WORK ORDER - All pictures are to be dropped, and the remaining data set down exactly.

(Dataset entries)
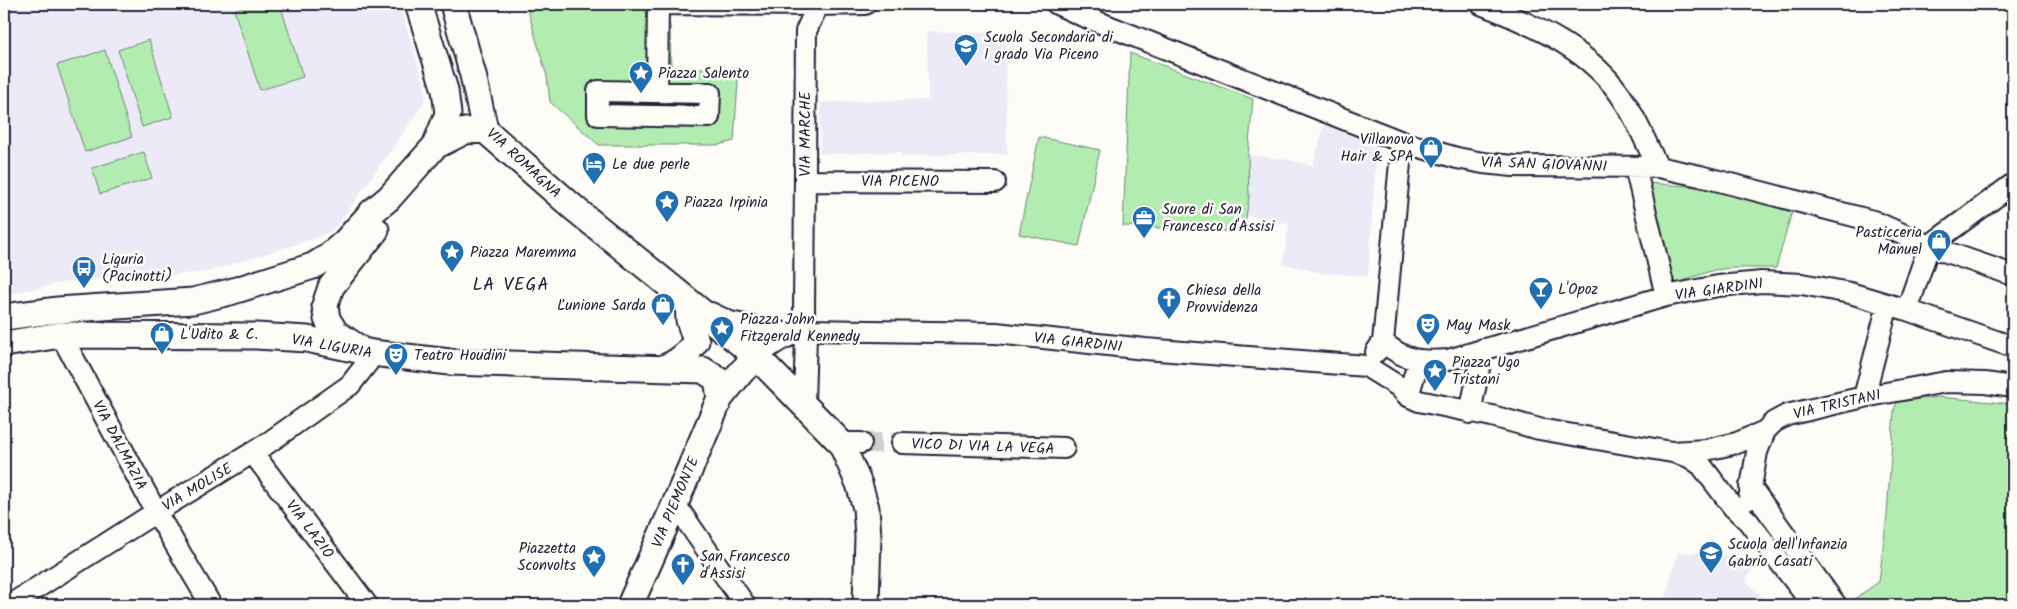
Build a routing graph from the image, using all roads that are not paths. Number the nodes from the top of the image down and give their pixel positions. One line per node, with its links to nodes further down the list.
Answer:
1 (418, 4): 11 (street)
2 (453, 4): 9 (street, VIA ROMAGNA)
3 (659, 4): 7 (street); 8 (street)
4 (866, 4): 7 (street)
5 (1057, 4): 10 (street, VIA SAN GIOVANNI)
6 (1481, 4): 13 (street)
7 (818, 6): 14 (street, VIA MARCHE)
8 (657, 92): 8 (street)
9 (485, 130): 11 (street); 21 (street, VIA ROMAGNA)
10 (1402, 142): 12 (street, VIA SAN GIOVANNI); 27 (street)
11 (435, 146): 17 (street)
12 (1635, 167): 13 (street, VIA SAN GIOVANNI); 20 (street)
13 (1658, 168): 18 (street, VIA SAN GIOVANNI)
14 (805, 181): 15 (street, VIA PICENO); 25 (street, VIA MARCHE)
15 (995, 182)
16 (2013, 184): 18 (street)
17 (389, 198): 24 (street); 31 (street)
18 (1929, 246): 19 (street, VIA SAN GIOVANNI); 23 (street)
19 (2011, 268)
20 (1666, 296): 22 (street, VIA GIARDINI); 30 (street, VIA GIARDINI)
21 (688, 303): 25 (street); 32 (street); 35 (street)
22 (1888, 304): 23 (street, VIA GIARDINI); 39 (street)
23 (1907, 310): 29 (street, VIA GIARDINI)
24 (4, 318)
25 (800, 326): 32 (street); 34 (street, VIA GIARDINI); 40 (street)
26 (61, 335): 28 (street, VIA LIGURIA); 31 (street, VIA LIGURIA); 49 (street, VIA DALMAZIA)
27 (1383, 342): 33 (street); 34 (street)
28 (4, 344)
29 (2013, 347)
30 (1483, 349): 33 (street); 41 (street)
31 (366, 352): 35 (street, VIA LIGURIA); 46 (street, VIA MOLISE)
32 (757, 357): 37 (street); 40 (street)
33 (1419, 360): 38 (street)
34 (1366, 366): 38 (street)
35 (663, 368): 37 (street, VIA LIGURIA)
36 (2013, 387): 39 (street, VIA TRISTANI)
37 (719, 388): 48 (street, VIA PIEMONTE)
38 (1408, 396): 41 (street)
39 (1864, 397): 42 (street, VIA TRISTANI)
40 (804, 403): 56 (street)
41 (1470, 413): 45 (street, VIA TRISTANI)
42 (1765, 431): 45 (street, VIA TRISTANI); 47 (street)
43 (902, 443): 44 (street, VICO DI VIA LA VEGA)
44 (1064, 448)
45 (1672, 452): 50 (street)
46 (253, 453): 49 (street, VIA MOLISE); 53 (street, VIA LAZIO)
47 (1750, 486): 50 (street); 58 (street)
48 (676, 504): 54 (street, VIA PIEMONTE); 55 (street)
49 (156, 512): 51 (street, VIA MOLISE); 52 (street, VIA DALMAZIA)
50 (1748, 521): 57 (street)
51 (10, 605)
52 (211, 605)
53 (367, 605)
54 (630, 605)
55 (745, 605)
56 (866, 605)
57 (1812, 605)
58 (1836, 605)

SOLVED EXERCISE -
Build a routing graph from the image, using all roads that are not paths. Number the nodes from the top of the image down and give their pixel positions. One line per node, with its links to nodes further down the list.
Answer:
1 (418, 4): 11 (street)
2 (453, 4): 9 (street, VIA ROMAGNA)
3 (659, 4): 7 (street); 8 (street)
4 (866, 4): 7 (street)
5 (1057, 4): 10 (street, VIA SAN GIOVANNI)
6 (1481, 4): 13 (street)
7 (818, 6): 14 (street, VIA MARCHE)
8 (657, 92): 8 (street)
9 (485, 130): 11 (street); 21 (street, VIA ROMAGNA)
10 (1402, 142): 12 (street, VIA SAN GIOVANNI); 27 (street)
11 (435, 146): 17 (street)
12 (1635, 167): 13 (street, VIA SAN GIOVANNI); 20 (street)
13 (1658, 168): 18 (street, VIA SAN GIOVANNI)
14 (805, 181): 15 (street, VIA PICENO); 25 (street, VIA MARCHE)
15 (995, 182)
16 (2013, 184): 18 (street)
17 (389, 198): 24 (street); 31 (street)
18 (1929, 246): 19 (street, VIA SAN GIOVANNI); 23 (street)
19 (2011, 268)
20 (1666, 296): 22 (street, VIA GIARDINI); 30 (street, VIA GIARDINI)
21 (688, 303): 25 (street); 32 (street); 35 (street)
22 (1888, 304): 23 (street, VIA GIARDINI); 39 (street)
23 (1907, 310): 29 (street, VIA GIARDINI)
24 (4, 318)
25 (800, 326): 32 (street); 34 (street, VIA GIARDINI); 40 (street)
26 (61, 335): 28 (street, VIA LIGURIA); 31 (street, VIA LIGURIA); 49 (street, VIA DALMAZIA)
27 (1383, 342): 33 (street); 34 (street)
28 (4, 344)
29 (2013, 347)
30 (1483, 349): 33 (street); 41 (street)
31 (366, 352): 35 (street, VIA LIGURIA); 46 (street, VIA MOLISE)
32 (757, 357): 37 (street); 40 (street)
33 (1419, 360): 38 (street)
34 (1366, 366): 38 (street)
35 (663, 368): 37 (street, VIA LIGURIA)
36 (2013, 387): 39 (street, VIA TRISTANI)
37 (719, 388): 48 (street, VIA PIEMONTE)
38 (1408, 396): 41 (street)
39 (1864, 397): 42 (street, VIA TRISTANI)
40 (804, 403): 56 (street)
41 (1470, 413): 45 (street, VIA TRISTANI)
42 (1765, 431): 45 (street, VIA TRISTANI); 47 (street)
43 (902, 443): 44 (street, VICO DI VIA LA VEGA)
44 (1064, 448)
45 (1672, 452): 50 (street)
46 (253, 453): 49 (street, VIA MOLISE); 53 (street, VIA LAZIO)
47 (1750, 486): 50 (street); 58 (street)
48 (676, 504): 54 (street, VIA PIEMONTE); 55 (street)
49 (156, 512): 51 (street, VIA MOLISE); 52 (street, VIA DALMAZIA)
50 (1748, 521): 57 (street)
51 (10, 605)
52 (211, 605)
53 (367, 605)
54 (630, 605)
55 (745, 605)
56 (866, 605)
57 (1812, 605)
58 (1836, 605)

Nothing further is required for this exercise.